Start of Data records

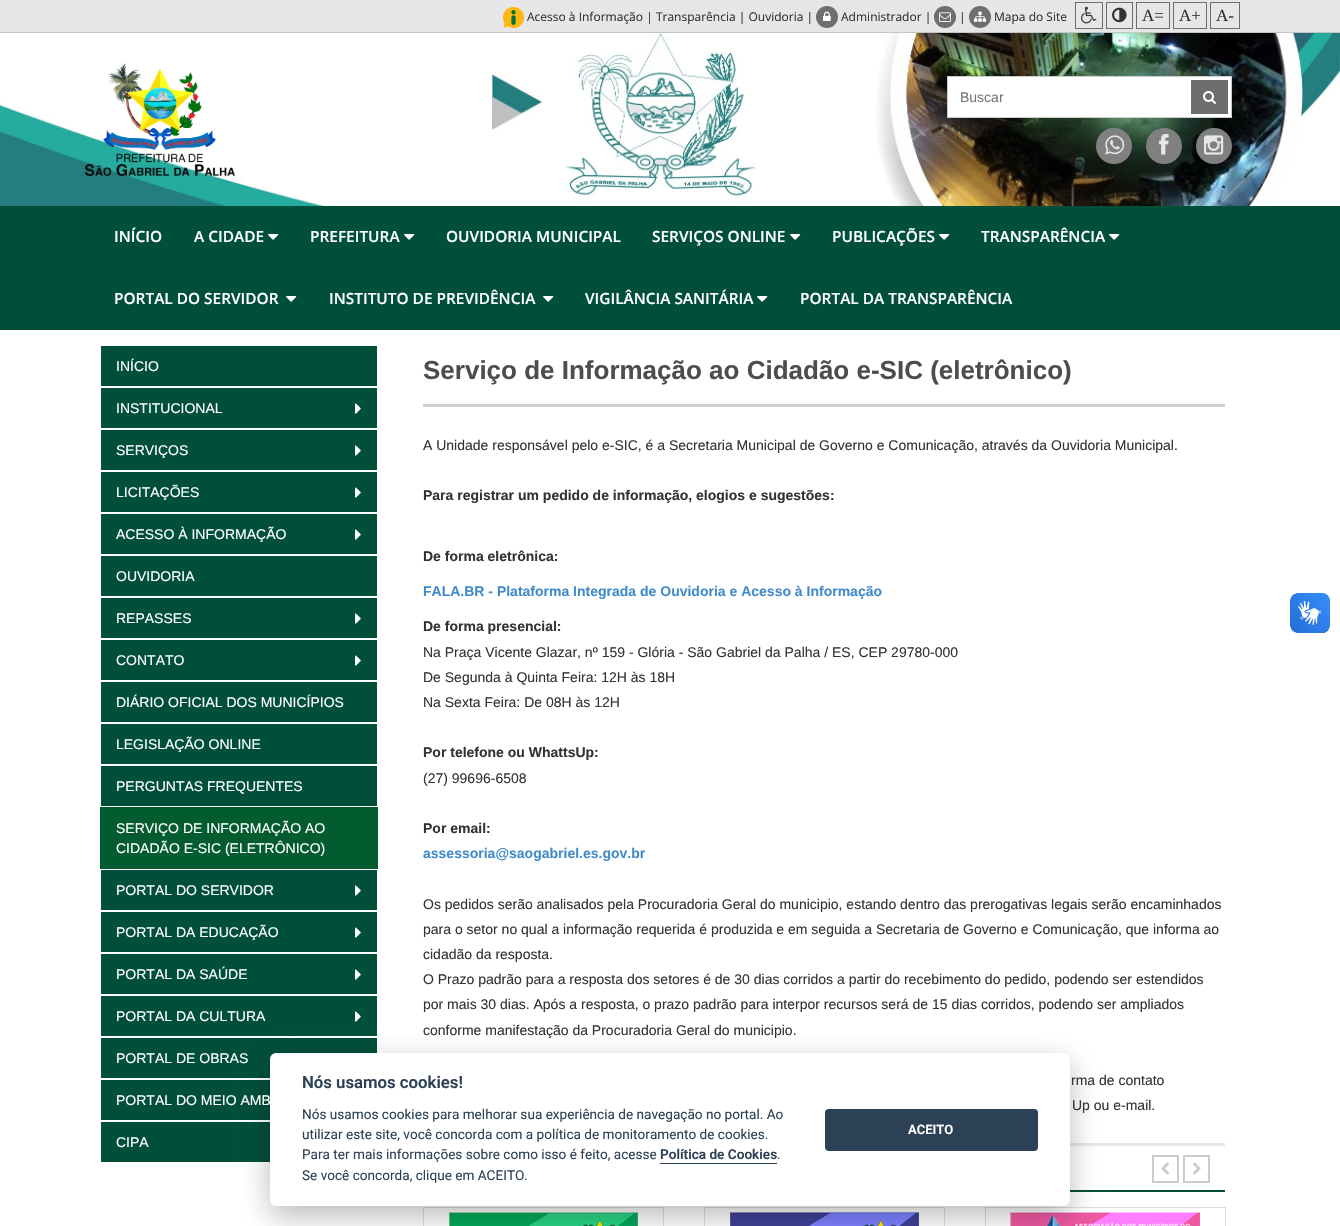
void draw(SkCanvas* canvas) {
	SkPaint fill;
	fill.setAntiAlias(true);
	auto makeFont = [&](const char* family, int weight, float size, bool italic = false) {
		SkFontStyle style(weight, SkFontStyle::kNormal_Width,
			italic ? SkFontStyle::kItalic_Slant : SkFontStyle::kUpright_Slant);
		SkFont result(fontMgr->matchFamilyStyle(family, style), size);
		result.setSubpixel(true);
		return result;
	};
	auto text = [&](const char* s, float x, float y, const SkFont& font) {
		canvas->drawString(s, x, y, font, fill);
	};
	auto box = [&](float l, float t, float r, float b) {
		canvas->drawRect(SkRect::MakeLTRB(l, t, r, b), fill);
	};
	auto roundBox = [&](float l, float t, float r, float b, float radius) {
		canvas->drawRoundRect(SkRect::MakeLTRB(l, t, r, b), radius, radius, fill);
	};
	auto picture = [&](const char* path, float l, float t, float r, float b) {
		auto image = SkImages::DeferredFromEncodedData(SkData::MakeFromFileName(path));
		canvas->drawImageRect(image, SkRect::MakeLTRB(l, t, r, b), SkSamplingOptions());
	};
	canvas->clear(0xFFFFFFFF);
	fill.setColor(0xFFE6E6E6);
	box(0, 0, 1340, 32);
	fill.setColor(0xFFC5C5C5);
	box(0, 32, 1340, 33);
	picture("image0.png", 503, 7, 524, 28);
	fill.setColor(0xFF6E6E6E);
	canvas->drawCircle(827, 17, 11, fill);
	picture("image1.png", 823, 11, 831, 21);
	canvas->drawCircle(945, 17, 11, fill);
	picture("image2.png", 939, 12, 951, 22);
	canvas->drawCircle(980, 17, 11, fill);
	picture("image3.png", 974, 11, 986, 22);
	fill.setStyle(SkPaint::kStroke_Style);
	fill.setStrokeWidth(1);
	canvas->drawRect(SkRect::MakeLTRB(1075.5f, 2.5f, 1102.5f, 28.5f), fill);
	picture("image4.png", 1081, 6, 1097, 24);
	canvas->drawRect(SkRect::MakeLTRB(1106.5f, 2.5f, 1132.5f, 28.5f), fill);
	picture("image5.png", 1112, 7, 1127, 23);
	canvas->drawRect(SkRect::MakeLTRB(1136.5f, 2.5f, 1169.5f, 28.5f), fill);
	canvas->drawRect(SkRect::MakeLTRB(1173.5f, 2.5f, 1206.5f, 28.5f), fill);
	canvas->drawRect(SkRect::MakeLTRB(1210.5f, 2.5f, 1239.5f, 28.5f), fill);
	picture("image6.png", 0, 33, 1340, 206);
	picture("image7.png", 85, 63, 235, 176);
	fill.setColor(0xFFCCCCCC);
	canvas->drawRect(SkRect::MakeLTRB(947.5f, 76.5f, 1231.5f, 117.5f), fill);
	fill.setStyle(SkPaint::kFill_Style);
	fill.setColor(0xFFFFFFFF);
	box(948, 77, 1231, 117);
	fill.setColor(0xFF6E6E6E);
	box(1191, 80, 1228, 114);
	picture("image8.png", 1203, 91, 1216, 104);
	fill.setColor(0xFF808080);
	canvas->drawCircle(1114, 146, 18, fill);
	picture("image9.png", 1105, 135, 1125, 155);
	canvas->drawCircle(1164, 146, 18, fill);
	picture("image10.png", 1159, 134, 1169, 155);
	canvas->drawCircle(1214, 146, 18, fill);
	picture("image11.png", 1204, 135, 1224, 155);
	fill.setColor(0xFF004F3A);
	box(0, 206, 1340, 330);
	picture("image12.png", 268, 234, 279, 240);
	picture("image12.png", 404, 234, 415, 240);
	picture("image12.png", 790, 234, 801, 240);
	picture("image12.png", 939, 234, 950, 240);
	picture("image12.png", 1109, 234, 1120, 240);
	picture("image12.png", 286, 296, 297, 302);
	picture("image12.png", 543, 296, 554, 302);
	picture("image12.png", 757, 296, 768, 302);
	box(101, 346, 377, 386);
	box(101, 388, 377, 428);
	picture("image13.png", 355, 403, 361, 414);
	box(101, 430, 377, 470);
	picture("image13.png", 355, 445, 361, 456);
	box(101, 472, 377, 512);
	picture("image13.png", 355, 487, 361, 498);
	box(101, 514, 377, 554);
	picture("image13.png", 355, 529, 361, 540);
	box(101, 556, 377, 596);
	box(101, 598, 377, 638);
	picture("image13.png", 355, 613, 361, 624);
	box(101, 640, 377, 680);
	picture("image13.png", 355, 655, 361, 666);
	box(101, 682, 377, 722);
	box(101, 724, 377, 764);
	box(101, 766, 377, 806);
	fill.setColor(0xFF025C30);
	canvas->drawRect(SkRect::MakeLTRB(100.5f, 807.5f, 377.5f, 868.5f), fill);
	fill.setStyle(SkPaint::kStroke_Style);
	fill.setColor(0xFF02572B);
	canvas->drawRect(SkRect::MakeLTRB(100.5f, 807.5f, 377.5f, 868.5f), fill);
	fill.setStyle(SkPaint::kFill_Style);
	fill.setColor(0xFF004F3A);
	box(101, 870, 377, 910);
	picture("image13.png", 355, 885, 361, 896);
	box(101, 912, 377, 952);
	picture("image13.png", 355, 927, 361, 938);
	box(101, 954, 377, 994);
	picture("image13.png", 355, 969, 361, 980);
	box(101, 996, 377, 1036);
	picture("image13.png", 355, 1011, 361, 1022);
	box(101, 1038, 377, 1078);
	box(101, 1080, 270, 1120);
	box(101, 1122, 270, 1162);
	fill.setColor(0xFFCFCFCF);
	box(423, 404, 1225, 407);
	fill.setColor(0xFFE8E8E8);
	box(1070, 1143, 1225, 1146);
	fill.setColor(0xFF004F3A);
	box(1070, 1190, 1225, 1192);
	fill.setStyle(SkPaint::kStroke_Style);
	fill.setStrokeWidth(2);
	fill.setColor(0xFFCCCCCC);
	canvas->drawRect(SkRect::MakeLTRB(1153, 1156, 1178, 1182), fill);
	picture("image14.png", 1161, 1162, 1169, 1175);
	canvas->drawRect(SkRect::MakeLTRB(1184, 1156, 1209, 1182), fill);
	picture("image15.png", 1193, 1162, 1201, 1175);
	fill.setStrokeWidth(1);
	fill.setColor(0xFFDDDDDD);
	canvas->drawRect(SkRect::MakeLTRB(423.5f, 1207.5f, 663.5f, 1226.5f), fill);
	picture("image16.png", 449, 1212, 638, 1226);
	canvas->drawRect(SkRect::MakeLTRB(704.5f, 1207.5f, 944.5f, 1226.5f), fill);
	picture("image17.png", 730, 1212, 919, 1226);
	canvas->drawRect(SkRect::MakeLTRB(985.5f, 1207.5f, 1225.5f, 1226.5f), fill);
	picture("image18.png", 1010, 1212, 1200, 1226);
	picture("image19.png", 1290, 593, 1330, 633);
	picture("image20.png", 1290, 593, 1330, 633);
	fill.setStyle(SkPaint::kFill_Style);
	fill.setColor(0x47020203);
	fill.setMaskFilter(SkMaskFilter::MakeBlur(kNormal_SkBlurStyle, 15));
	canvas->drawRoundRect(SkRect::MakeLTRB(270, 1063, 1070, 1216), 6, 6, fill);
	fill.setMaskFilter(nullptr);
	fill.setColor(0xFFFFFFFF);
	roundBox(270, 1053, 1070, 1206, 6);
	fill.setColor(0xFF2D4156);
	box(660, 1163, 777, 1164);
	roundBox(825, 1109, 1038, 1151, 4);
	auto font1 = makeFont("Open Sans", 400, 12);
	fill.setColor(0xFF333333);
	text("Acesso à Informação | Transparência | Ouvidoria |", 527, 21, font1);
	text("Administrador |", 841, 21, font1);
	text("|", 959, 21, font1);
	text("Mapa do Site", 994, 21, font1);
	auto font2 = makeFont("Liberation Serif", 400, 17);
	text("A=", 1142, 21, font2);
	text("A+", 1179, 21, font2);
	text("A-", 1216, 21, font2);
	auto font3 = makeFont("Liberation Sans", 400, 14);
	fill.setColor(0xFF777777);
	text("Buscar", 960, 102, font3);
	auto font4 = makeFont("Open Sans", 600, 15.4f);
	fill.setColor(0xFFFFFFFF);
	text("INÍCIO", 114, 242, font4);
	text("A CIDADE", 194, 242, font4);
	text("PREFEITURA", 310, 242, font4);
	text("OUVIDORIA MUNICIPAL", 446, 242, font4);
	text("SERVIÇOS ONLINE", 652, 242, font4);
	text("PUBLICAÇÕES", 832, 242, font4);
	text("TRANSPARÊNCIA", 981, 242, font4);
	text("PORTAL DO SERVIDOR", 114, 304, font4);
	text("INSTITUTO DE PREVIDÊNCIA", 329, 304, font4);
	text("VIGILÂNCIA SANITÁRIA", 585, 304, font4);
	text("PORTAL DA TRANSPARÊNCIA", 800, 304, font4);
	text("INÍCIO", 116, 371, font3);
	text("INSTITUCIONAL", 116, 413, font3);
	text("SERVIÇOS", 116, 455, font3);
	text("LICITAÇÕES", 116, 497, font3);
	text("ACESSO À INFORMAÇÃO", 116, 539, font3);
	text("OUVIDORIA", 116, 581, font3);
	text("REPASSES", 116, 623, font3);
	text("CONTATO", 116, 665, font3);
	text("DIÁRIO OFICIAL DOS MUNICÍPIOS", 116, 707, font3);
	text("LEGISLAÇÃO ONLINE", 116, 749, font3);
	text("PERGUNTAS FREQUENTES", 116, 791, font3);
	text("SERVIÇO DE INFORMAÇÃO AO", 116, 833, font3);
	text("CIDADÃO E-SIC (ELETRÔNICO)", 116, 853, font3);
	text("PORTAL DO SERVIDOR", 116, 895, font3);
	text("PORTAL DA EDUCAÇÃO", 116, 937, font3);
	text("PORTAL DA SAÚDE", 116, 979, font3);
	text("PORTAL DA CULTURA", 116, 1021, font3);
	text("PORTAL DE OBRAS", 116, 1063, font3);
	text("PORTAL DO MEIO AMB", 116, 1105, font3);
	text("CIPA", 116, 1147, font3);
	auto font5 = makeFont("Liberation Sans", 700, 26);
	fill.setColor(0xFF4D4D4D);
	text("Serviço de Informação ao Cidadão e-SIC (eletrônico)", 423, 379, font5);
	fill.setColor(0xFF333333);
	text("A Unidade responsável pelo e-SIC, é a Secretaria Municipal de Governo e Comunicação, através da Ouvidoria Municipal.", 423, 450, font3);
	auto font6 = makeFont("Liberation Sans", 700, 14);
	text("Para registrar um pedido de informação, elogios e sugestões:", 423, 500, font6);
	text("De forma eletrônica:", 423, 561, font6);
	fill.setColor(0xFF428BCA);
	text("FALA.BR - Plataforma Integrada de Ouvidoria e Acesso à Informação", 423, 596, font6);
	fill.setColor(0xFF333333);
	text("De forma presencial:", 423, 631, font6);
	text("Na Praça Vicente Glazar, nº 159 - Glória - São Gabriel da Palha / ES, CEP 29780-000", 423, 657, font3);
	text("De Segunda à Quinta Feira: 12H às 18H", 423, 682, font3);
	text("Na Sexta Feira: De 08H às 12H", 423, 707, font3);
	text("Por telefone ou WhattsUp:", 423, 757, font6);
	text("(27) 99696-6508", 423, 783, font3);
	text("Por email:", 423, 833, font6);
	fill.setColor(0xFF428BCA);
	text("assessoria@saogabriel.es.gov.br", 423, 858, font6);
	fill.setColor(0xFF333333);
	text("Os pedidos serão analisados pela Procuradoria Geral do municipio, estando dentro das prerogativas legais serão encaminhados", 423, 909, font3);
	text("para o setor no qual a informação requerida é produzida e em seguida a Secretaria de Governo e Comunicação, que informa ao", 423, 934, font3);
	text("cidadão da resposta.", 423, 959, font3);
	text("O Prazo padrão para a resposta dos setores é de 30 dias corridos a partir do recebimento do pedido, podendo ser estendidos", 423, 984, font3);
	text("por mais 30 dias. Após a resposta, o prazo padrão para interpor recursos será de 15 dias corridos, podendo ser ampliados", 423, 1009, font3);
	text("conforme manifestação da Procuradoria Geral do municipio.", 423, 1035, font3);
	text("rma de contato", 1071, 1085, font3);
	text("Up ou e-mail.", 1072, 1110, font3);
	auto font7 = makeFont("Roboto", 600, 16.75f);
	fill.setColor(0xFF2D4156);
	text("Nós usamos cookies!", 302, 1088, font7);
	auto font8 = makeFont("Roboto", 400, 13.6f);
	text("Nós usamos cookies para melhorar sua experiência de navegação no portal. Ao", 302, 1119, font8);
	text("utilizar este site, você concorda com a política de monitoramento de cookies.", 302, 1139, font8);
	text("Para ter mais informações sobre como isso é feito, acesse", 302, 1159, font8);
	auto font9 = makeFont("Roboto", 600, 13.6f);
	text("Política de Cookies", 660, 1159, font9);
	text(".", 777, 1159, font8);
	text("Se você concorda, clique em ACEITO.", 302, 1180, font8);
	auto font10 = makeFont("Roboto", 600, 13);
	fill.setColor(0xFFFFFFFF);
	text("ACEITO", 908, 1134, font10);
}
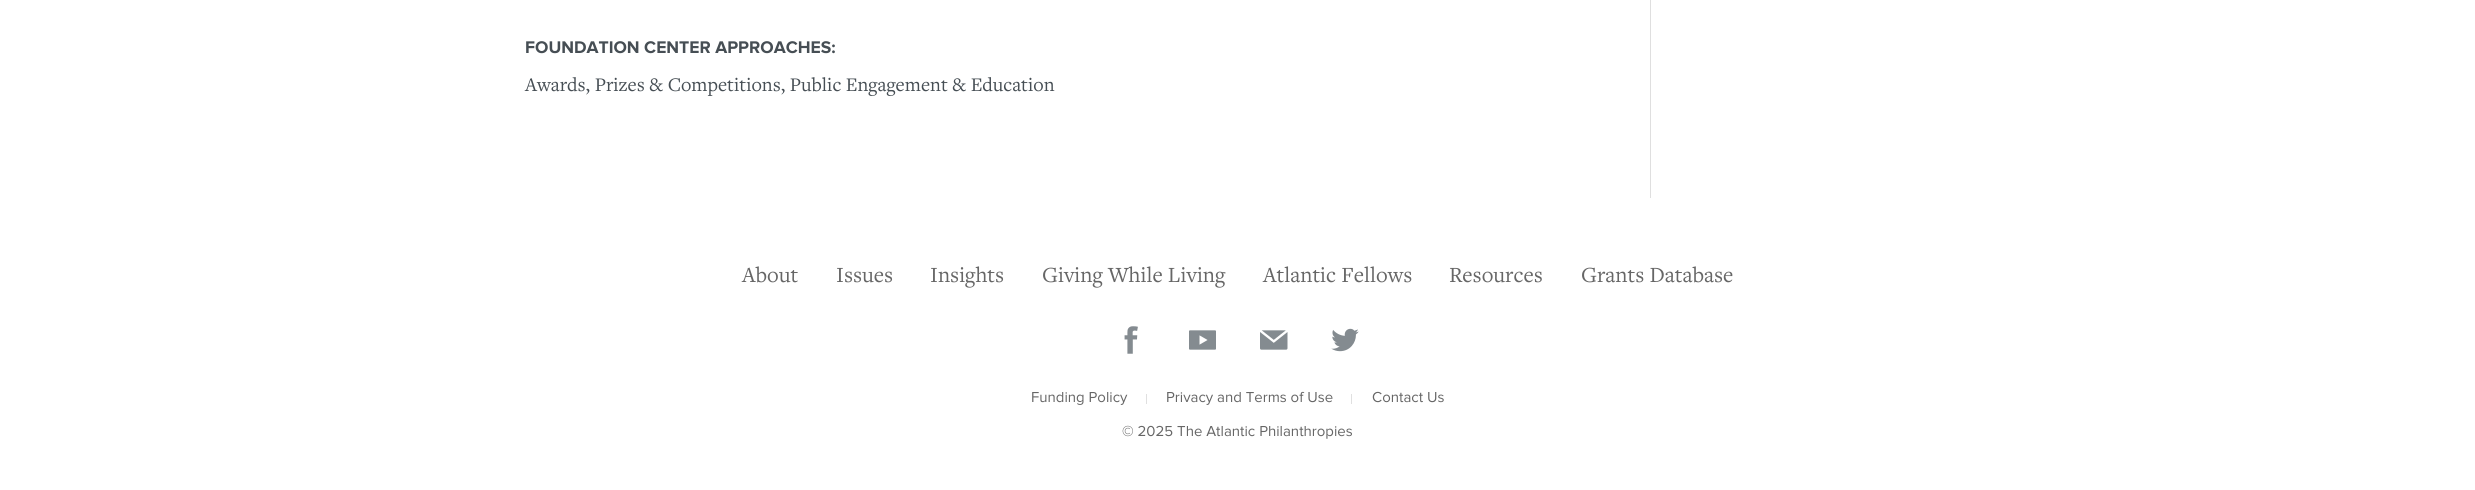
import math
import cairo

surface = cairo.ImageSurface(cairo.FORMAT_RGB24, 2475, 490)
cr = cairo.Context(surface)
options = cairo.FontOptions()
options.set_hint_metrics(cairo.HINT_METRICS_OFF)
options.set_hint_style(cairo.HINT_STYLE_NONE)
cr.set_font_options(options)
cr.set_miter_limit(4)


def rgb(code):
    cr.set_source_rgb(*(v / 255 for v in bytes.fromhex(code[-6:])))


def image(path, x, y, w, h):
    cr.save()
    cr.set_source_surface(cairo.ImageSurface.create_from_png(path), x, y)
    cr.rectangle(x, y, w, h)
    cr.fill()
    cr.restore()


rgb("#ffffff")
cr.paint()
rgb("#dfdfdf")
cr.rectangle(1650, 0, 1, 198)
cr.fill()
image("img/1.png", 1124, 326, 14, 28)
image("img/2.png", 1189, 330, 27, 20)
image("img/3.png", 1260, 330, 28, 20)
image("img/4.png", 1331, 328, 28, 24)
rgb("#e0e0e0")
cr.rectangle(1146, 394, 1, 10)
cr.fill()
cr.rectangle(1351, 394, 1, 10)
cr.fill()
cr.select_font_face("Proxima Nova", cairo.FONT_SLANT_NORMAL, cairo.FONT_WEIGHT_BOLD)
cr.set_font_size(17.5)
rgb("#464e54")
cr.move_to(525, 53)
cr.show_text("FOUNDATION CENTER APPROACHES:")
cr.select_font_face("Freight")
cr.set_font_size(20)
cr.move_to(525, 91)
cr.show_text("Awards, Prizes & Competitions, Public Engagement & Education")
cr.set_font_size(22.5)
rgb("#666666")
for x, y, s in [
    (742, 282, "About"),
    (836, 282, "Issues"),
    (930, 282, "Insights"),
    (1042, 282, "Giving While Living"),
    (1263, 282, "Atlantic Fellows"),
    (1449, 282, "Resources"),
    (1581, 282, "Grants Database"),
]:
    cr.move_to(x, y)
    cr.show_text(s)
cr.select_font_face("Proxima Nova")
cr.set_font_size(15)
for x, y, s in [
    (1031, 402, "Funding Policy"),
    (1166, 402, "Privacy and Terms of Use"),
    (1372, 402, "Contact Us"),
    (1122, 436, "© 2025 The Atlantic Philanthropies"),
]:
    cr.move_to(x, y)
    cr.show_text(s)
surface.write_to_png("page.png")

End of Data records

What this task involves »
Each line from the one that holds "908, 1134, font10);" through the end of the entries must be returned exactly, while any pictures stay out.

Task response »
	text("ACEITO", 908, 1134, font10);
}
import math
import cairo

surface = cairo.ImageSurface(cairo.FORMAT_RGB24, 2475, 490)
cr = cairo.Context(surface)
options = cairo.FontOptions()
options.set_hint_metrics(cairo.HINT_METRICS_OFF)
options.set_hint_style(cairo.HINT_STYLE_NONE)
cr.set_font_options(options)
cr.set_miter_limit(4)


def rgb(code):
    cr.set_source_rgb(*(v / 255 for v in bytes.fromhex(code[-6:])))


def image(path, x, y, w, h):
    cr.save()
    cr.set_source_surface(cairo.ImageSurface.create_from_png(path), x, y)
    cr.rectangle(x, y, w, h)
    cr.fill()
    cr.restore()


rgb("#ffffff")
cr.paint()
rgb("#dfdfdf")
cr.rectangle(1650, 0, 1, 198)
cr.fill()
image("img/1.png", 1124, 326, 14, 28)
image("img/2.png", 1189, 330, 27, 20)
image("img/3.png", 1260, 330, 28, 20)
image("img/4.png", 1331, 328, 28, 24)
rgb("#e0e0e0")
cr.rectangle(1146, 394, 1, 10)
cr.fill()
cr.rectangle(1351, 394, 1, 10)
cr.fill()
cr.select_font_face("Proxima Nova", cairo.FONT_SLANT_NORMAL, cairo.FONT_WEIGHT_BOLD)
cr.set_font_size(17.5)
rgb("#464e54")
cr.move_to(525, 53)
cr.show_text("FOUNDATION CENTER APPROACHES:")
cr.select_font_face("Freight")
cr.set_font_size(20)
cr.move_to(525, 91)
cr.show_text("Awards, Prizes & Competitions, Public Engagement & Education")
cr.set_font_size(22.5)
rgb("#666666")
for x, y, s in [
    (742, 282, "About"),
    (836, 282, "Issues"),
    (930, 282, "Insights"),
    (1042, 282, "Giving While Living"),
    (1263, 282, "Atlantic Fellows"),
    (1449, 282, "Resources"),
    (1581, 282, "Grants Database"),
]:
    cr.move_to(x, y)
    cr.show_text(s)
cr.select_font_face("Proxima Nova")
cr.set_font_size(15)
for x, y, s in [
    (1031, 402, "Funding Policy"),
    (1166, 402, "Privacy and Terms of Use"),
    (1372, 402, "Contact Us"),
    (1122, 436, "© 2025 The Atlantic Philanthropies"),
]:
    cr.move_to(x, y)
    cr.show_text(s)
surface.write_to_png("page.png")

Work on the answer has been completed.